**Try it:** In the data below, retype exactly the line that contains "I need the junctions and links of all" and every line after it, through the last.

Collected data
----
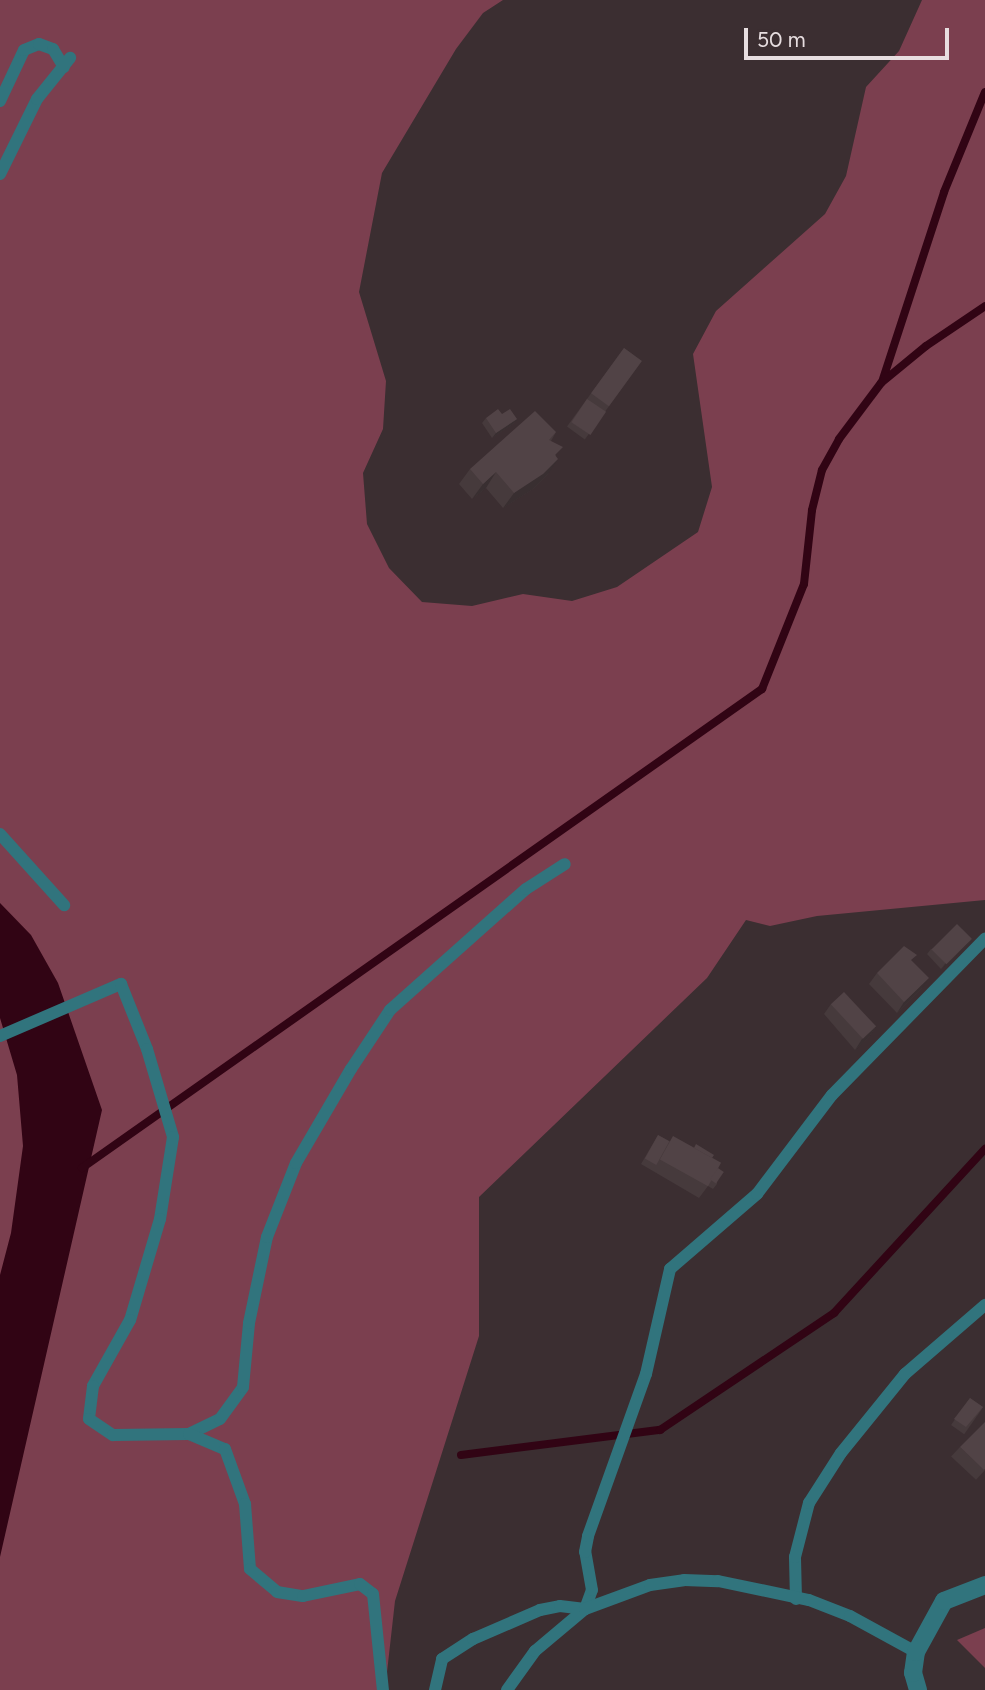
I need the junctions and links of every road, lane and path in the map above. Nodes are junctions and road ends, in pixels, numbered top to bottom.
1 (0, 101) edge
2 (0, 174) edge
3 (0, 834) edge
4 (565, 864) dead end
5 (64, 905) dead end
6 (985, 940) edge
7 (0, 1036) edge
8 (985, 1305) edge
9 (189, 1434) junction
10 (985, 1585) edge
11 (796, 1599) junction
12 (585, 1609) junction
13 (916, 1652) junction
14 (383, 1690) edge
15 (435, 1690) edge
16 (507, 1690) edge
17 (918, 1690) edge

1 - 2 lane
3 - 5 lane
4 - 9 lane
6 - 12 lane
7 - 9 lane
8 - 11 lane
9 - 14 lane
10 - 13 street
11 - 12 lane
11 - 13 lane
12 - 15 lane
12 - 16 lane
13 - 17 street

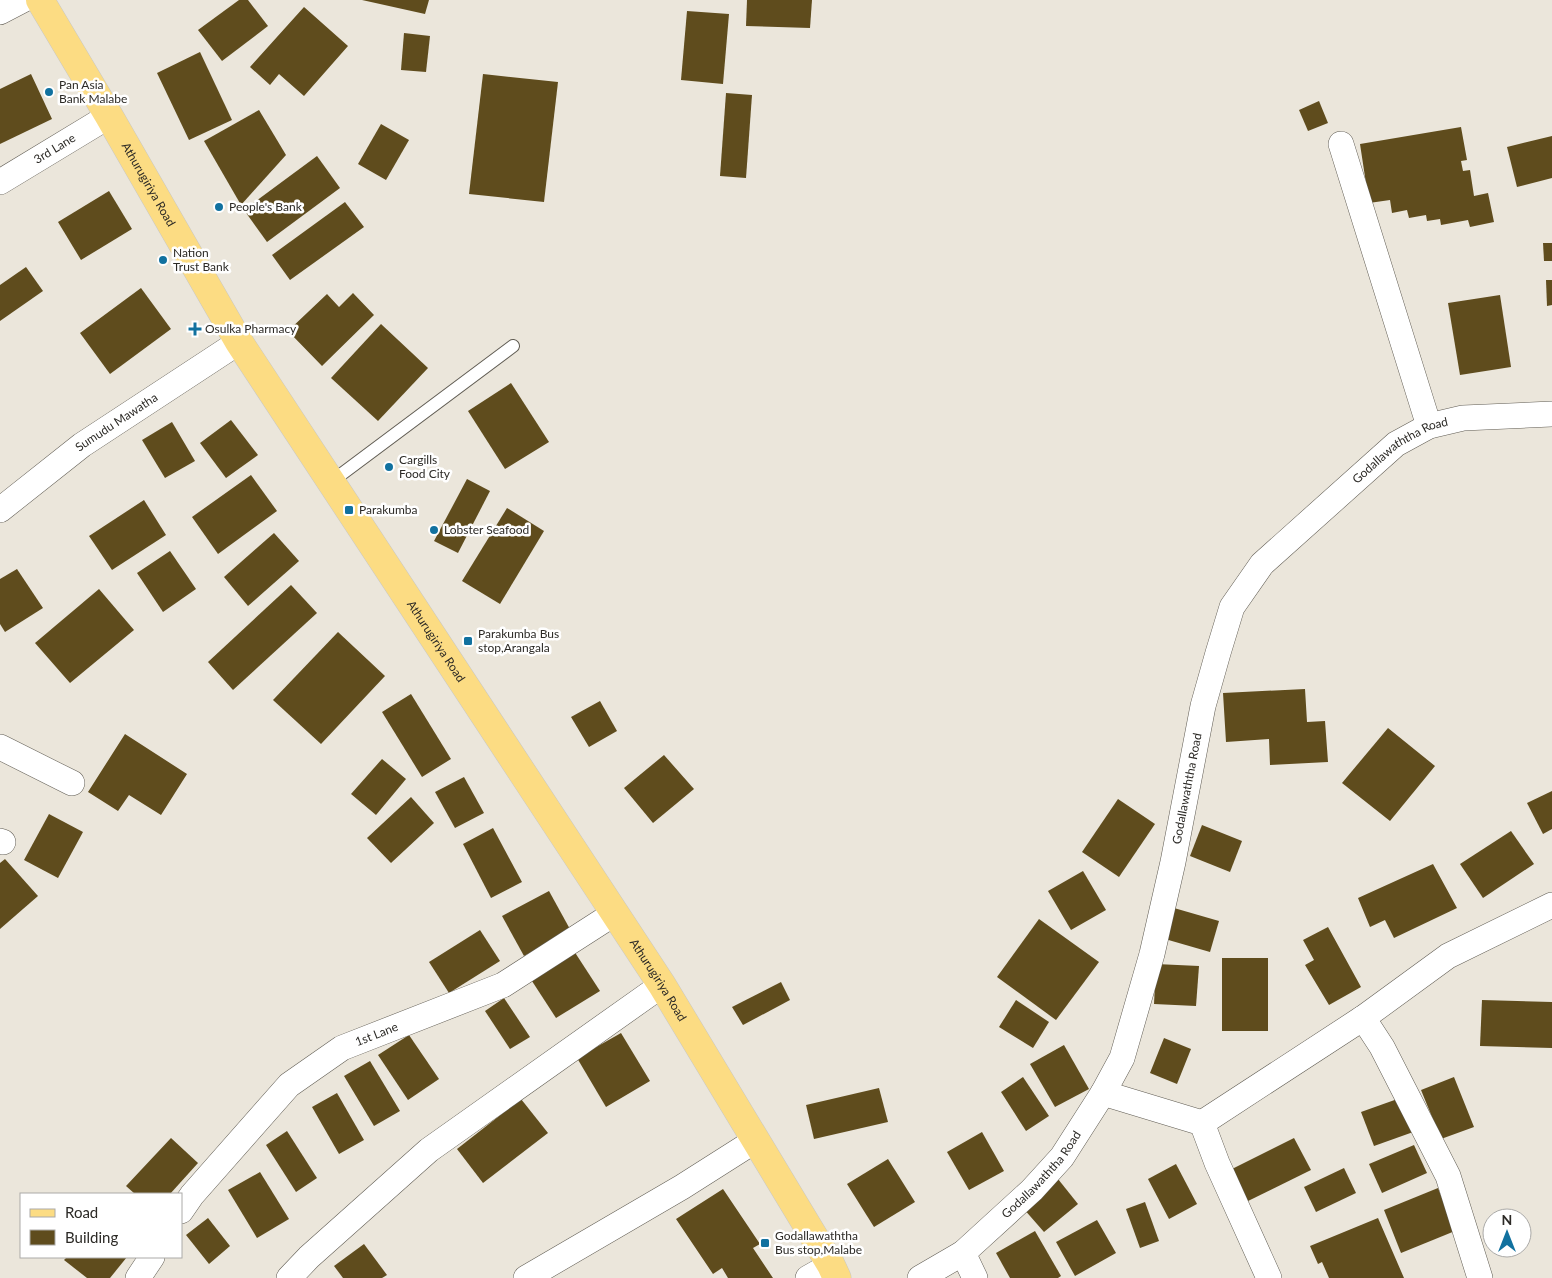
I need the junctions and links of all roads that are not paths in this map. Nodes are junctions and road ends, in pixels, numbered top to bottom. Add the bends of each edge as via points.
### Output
----
**Response:**
I need the junctions and links of all roads that are not paths in this map. Nodes are junctions and road ends, in pixels, numbered top to bottom. Add the bends of each edge as via points.
### Output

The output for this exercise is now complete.